[Stored data entries]
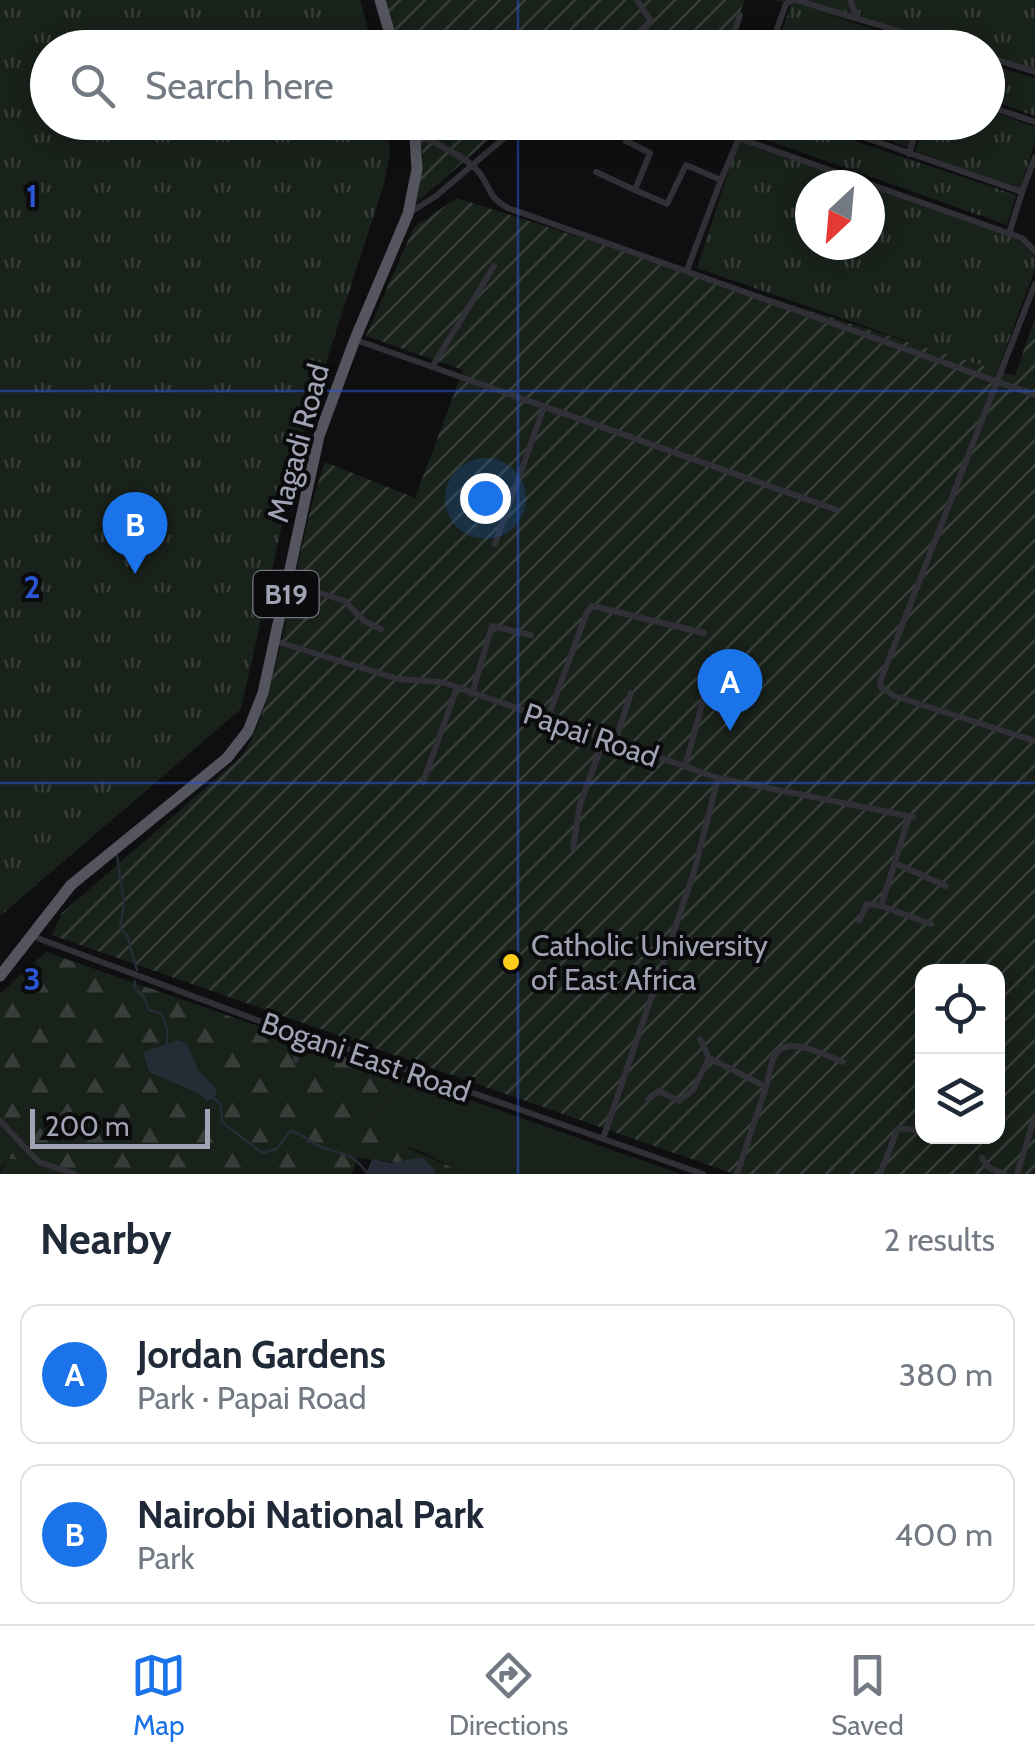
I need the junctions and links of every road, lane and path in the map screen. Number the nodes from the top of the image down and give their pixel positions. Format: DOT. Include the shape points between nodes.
graph roads {
  1 [pos="380,0"];
  2 [pos="636,0"];
  3 [pos="794,0"];
  4 [pos="850,0"];
  5 [pos="740,15"];
  6 [pos="858,18"];
  7 [pos="389,30"];
  8 [pos="641,30"];
  9 [pos="735,30"];
  10 [pos="777,30"];
  11 [pos="896,30"];
  12 [pos="1005,63"];
  13 [pos="1035,72"];
  14 [pos="1005,112"];
  15 [pos="1035,122"];
  16 [pos="420,140"];
  17 [pos="430,140"];
  18 [pos="501,140"];
  19 [pos="738,140"];
  20 [pos="745,140"];
  21 [pos="871,140"];
  22 [pos="913,140"];
  23 [pos="417,141"];
  24 [pos="626,142"];
  25 [pos="909,154"];
  26 [pos="1035,157"];
  27 [pos="471,164"];
  28 [pos="596,172"];
  29 [pos="722,180"];
  30 [pos="636,190"];
  31 [pos="1022,192"];
  32 [pos="408,214"];
  33 [pos="1009,234"];
  34 [pos="1035,251"];
  35 [pos="494,266"];
  36 [pos="687,270"];
  37 [pos="1035,284"];
  38 [pos="355,340"];
  39 [pos="432,367"];
  40 [pos="999,380"];
  41 [pos="1035,394"];
  42 [pos="544,406"];
  43 [pos="837,510"];
  44 [pos="495,544"];
  45 [pos="288,583"];
  46 [pos="380,630"];
  47 [pos="704,632"];
  48 [pos="531,635"];
  49 [pos="274,640"];
  50 [pos="457,688"];
  51 [pos="631,693"];
  52 [pos="472,694"];
  53 [pos="705,694"];
  54 [pos="547,720"];
  55 [pos="604,738"];
  56 [pos="1035,741"];
  57 [pos="615,742"];
  58 [pos="685,767"];
  59 [pos="718,778"];
  60 [pos="423,782"];
  61 [pos="572,848"];
  62 [pos="895,863"];
  63 [pos="946,886"];
  64 [pos="881,906"];
  65 [pos="860,922"];
  66 [pos="931,924"];
  67 [pos="31,936"];
  68 [pos="0,976"];
  69 [pos="297,1034"];
  70 [pos="700,1039"];
  71 [pos="709,1058"];
  72 [pos="296,1060"];
  73 [pos="843,1062"];
  74 [pos="766,1087"];
  75 [pos="648,1099"];
  76 [pos="1035,1116"];
  77 [pos="0,1120"];
  78 [pos="915,1130"];
  79 [pos="603,1139"];
  80 [pos="1032,1140"];
  81 [pos="982,1158"];
  82 [pos="75,1174"];
  83 [pos="704,1174"];
  84 [pos="737,1174"];
  85 [pos="880,1174"];
  86 [pos="1004,1174"];
  87 [pos="1018,1174"];
  1 -- 7 [label="highway"];
  2 -- 8 [label="street" via="651,21"];
  3 -- 6 [label="street"];
  3 -- 10 [label="street"];
  4 -- 6 [label="street"];
  5 -- 9 [label="street"];
  6 -- 11 [label="street"];
  12 -- 13 [label="street"];
  14 -- 15 [label="street"];
  16 -- 23 [label="street"];
  17 -- 27 [label="street"];
  18 -- 27 [label="street"];
  19 -- 29 [label="street"];
  20 -- 33 [label="street"];
  21 -- 25 [label="street"];
  22 -- 25 [label="street"];
  23 -- 32 [label="highway, Magadi Road / B19"];
  24 -- 30 [label="street" via="650,153"];
  25 -- 31 [label="street"];
  26 -- 31 [label="street"];
  27 -- 32 [label="street"];
  27 -- 36 [label="street" via="492,198 508,208"];
  28 -- 30 [label="street"];
  29 -- 30 [label="street" via="686,165 668,204"];
  29 -- 36 [label="street"];
  31 -- 33 [label="street"];
  32 -- 38 [label="highway, Magadi Road / B19"];
  33 -- 34 [label="street"];
  35 -- 39 [label="street"];
  36 -- 40 [label="street"];
  37 -- 40 [label="street"];
  38 -- 39 [label="street"];
  38 -- 45 [label="highway, Magadi Road / B19" via="319,436"];
  39 -- 42 [label="street"];
  40 -- 41 [label="street"];
  40 -- 56 [label="street" via="880,682 894,696"];
  42 -- 43 [label="street"];
  42 -- 44 [label="street"];
  45 -- 46 [label="street" via="346,601"];
  45 -- 49 [label="highway, Magadi Road / B19"];
  47 -- 54 [label="street" via="592,606"];
  48 -- 52 [label="street" via="492,626"];
  49 -- 50 [label="street, Papai Road" via="398,680"];
  49 -- 67 [label="highway, Magadi Road / B19" via="263,692 236,749 72,884"];
  50 -- 52 [label="street, Papai Road"];
  50 -- 60 [label="street"];
  51 -- 57 [label="street"];
  52 -- 54 [label="street, Papai Road"];
  53 -- 58 [label="street"];
  54 -- 55 [label="street, Papai Road"];
  55 -- 57 [label="street, Papai Road"];
  55 -- 61 [label="street"];
  57 -- 58 [label="street, Papai Road"];
  58 -- 59 [label="street, Papai Road"];
  59 -- 62 [label="street, Papai Road" via="911,817"];
  59 -- 79 [label="street" via="695,869"];
  62 -- 63 [label="street"];
  62 -- 64 [label="street"];
  64 -- 65 [label="street" via="866,905"];
  64 -- 66 [label="street"];
  67 -- 68 [label="highway, Magadi Road / B19"];
  67 -- 69 [label="street, Bogani East Road"];
  69 -- 72 [label="street"];
  69 -- 79 [label="street, Bogani East Road"];
  70 -- 71 [label="street"];
  71 -- 74 [label="street"];
  71 -- 75 [label="street" via="689,1094 679,1100 659,1091"];
  73 -- 74 [label="street" via="793,1046 774,1057"];
  74 -- 84 [label="street"];
  76 -- 80 [label="street"];
  77 -- 82 [label="street" via="39,1162"];
  78 -- 85 [label="street" via="898,1128"];
  79 -- 83 [label="street, Bogani East Road"];
  80 -- 87 [label="street"];
  81 -- 86 [label="street"];
}
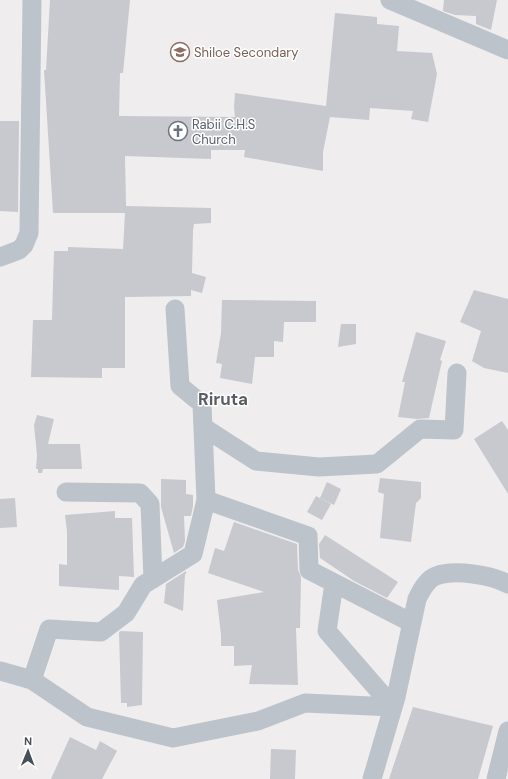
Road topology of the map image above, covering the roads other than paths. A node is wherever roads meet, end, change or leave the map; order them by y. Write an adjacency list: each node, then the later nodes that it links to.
1 (32, 0): 4 (street)
2 (390, 0): 3 (street)
3 (508, 50)
4 (0, 257)
5 (175, 309): 7 (street)
6 (457, 373): 7 (street)
7 (203, 427): 9 (street)
8 (66, 492): 10 (street)
9 (206, 500): 10 (street); 11 (street)
10 (154, 578): 15 (street)
11 (334, 583): 13 (street); 16 (street)
12 (508, 584): 13 (street)
13 (412, 623): 16 (street)
14 (0, 671): 15 (street)
15 (32, 680): 16 (street)
16 (394, 707): 18 (street)
17 (508, 731): 19 (street)
18 (372, 779)
19 (496, 779)

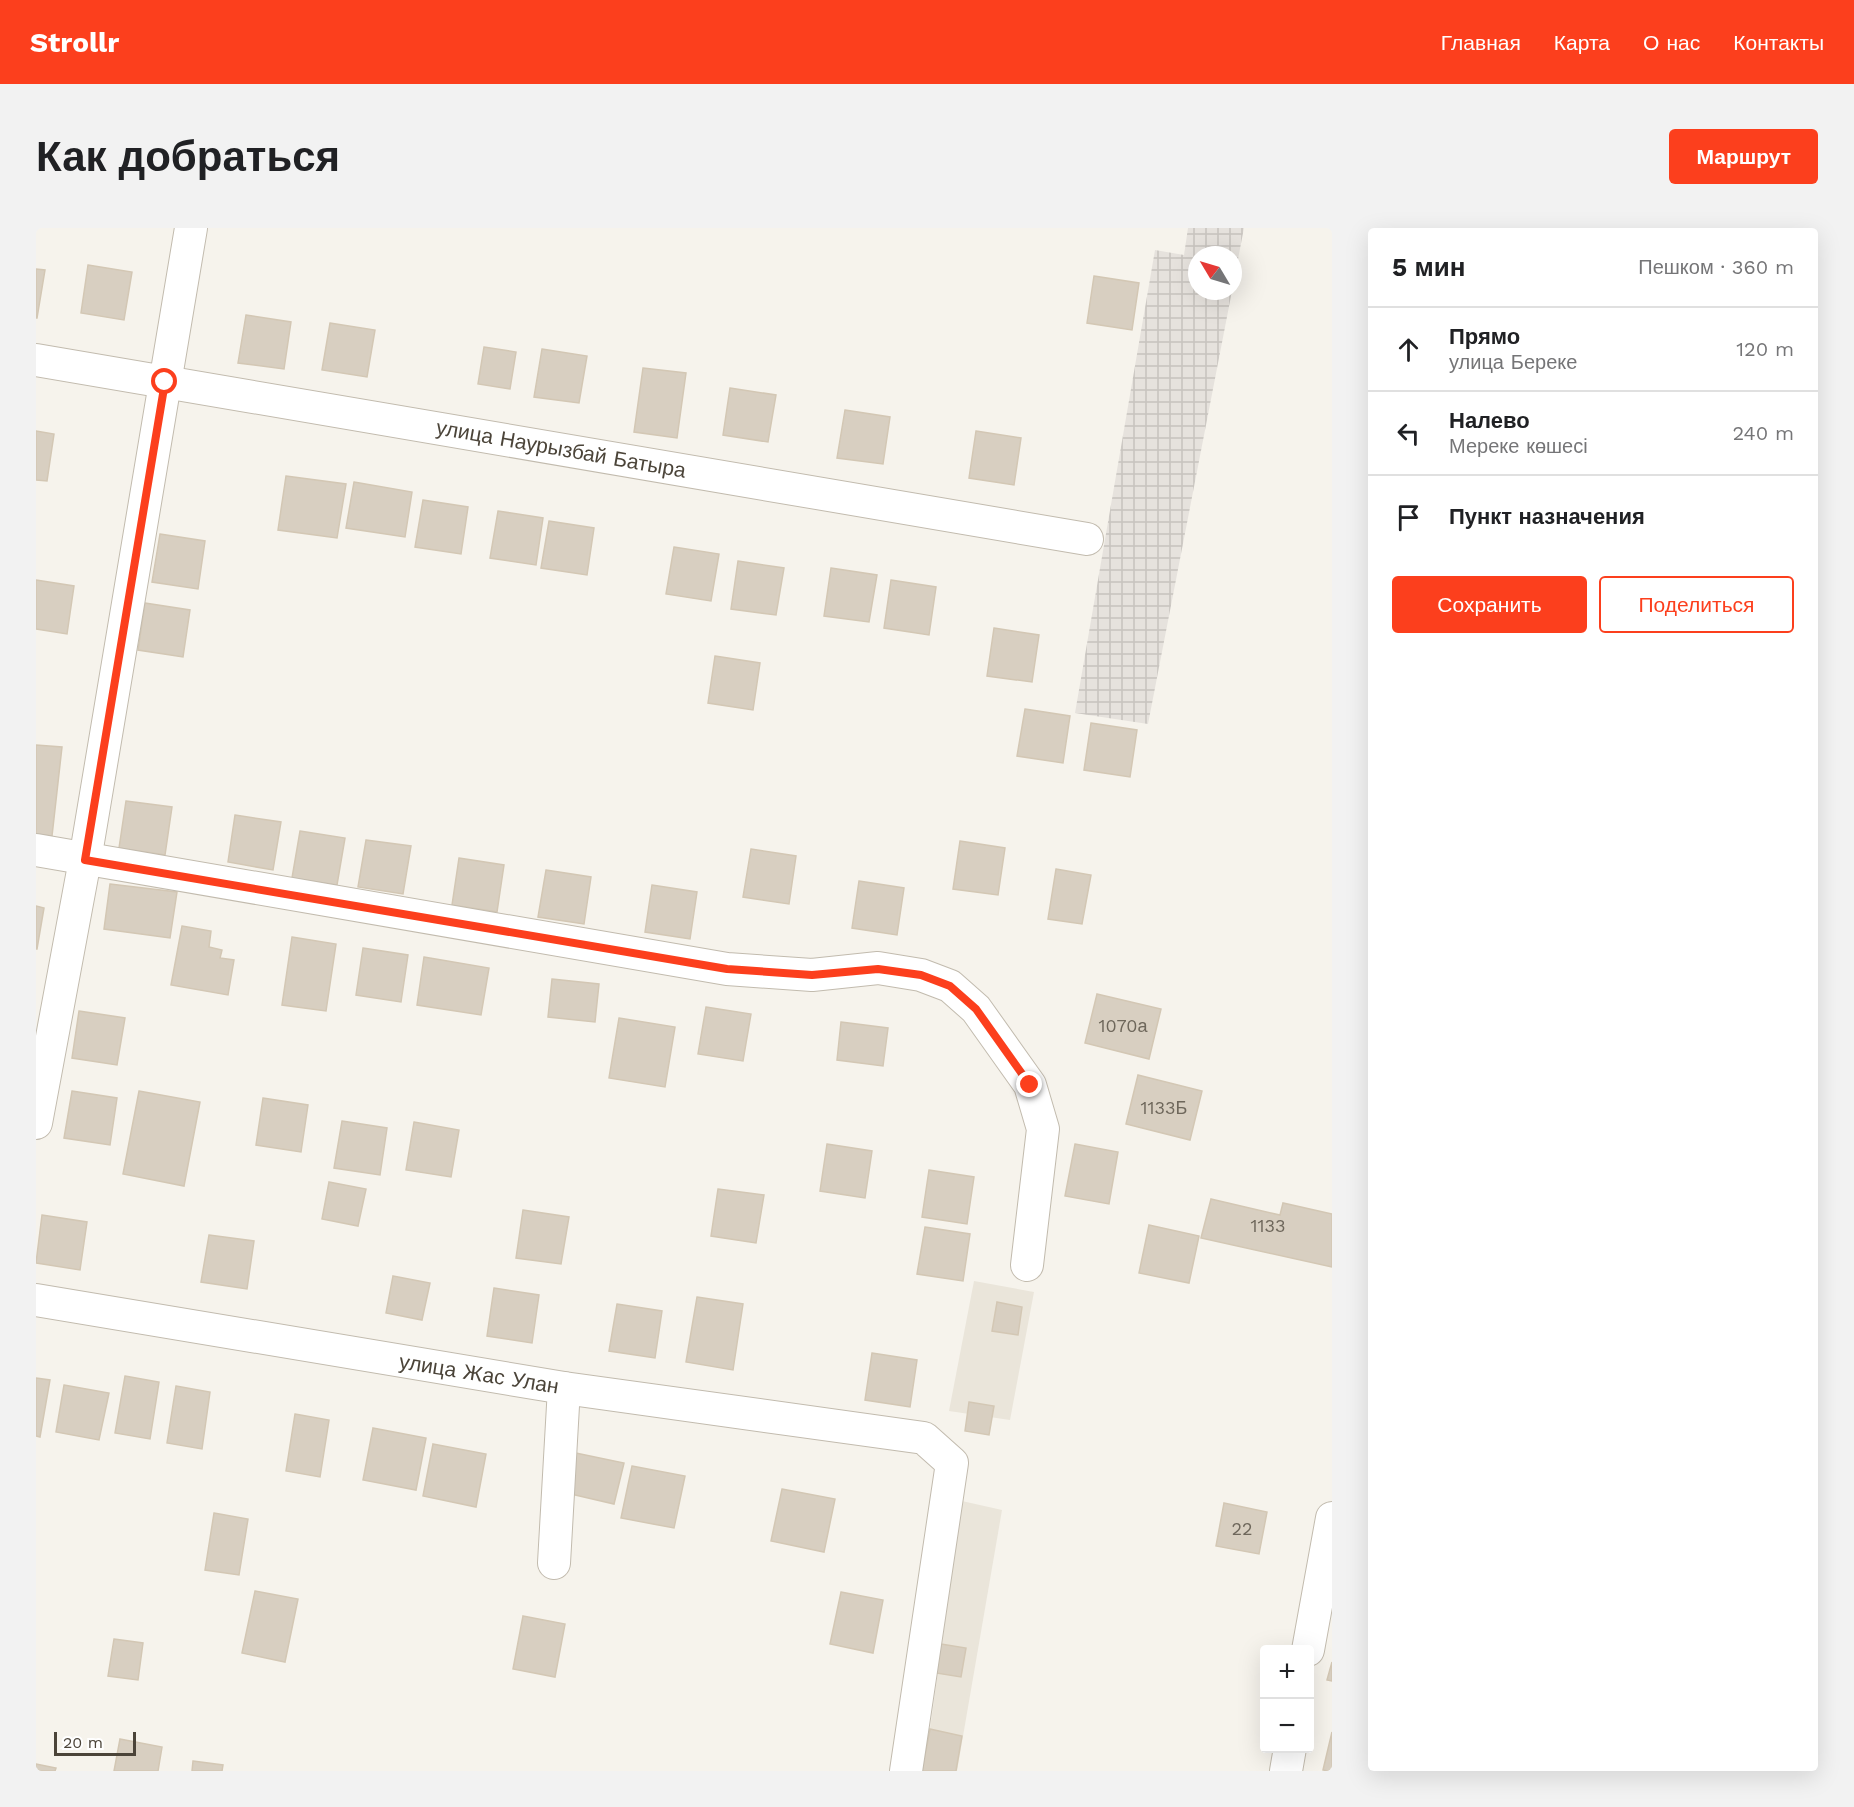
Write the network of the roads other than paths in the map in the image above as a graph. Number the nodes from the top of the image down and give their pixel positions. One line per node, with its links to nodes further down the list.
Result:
1 (191, 228): 3 (street)
2 (36, 360): 3 (street, улица Наурызбай Батыра)
3 (165, 382): 4 (street, улица Наурызбай Батыра); 6 (street)
4 (1086, 539)
5 (36, 850): 6 (street)
6 (85, 860): 7 (street); 8 (street)
7 (36, 1123)
8 (1027, 1265)
9 (36, 1300): 10 (street, улица Жас Улан)
10 (564, 1388): 12 (street); 15 (street, улица Жас Улан)
11 (1332, 1518): 13 (street)
12 (554, 1563)
13 (1309, 1645)
14 (1289, 1753): 16 (street)
15 (906, 1771)
16 (1286, 1771)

### WHAT NEEDS TO BE DONE
The word "down" appears in some of the lines above. Copy those lines.

### SOLVED PROBLEM
I need the junctions and links of every road, lane and path in the map screen. Number the nodes from the top of the image down and give their pixel positions. Format: DOT. Include the shape points between nodes.
Write the network of the roads other than paths in the map in the image above as a graph. Number the nodes from the top of the image down and give their pixel positions. One line per node, with its links to nodes further down the list.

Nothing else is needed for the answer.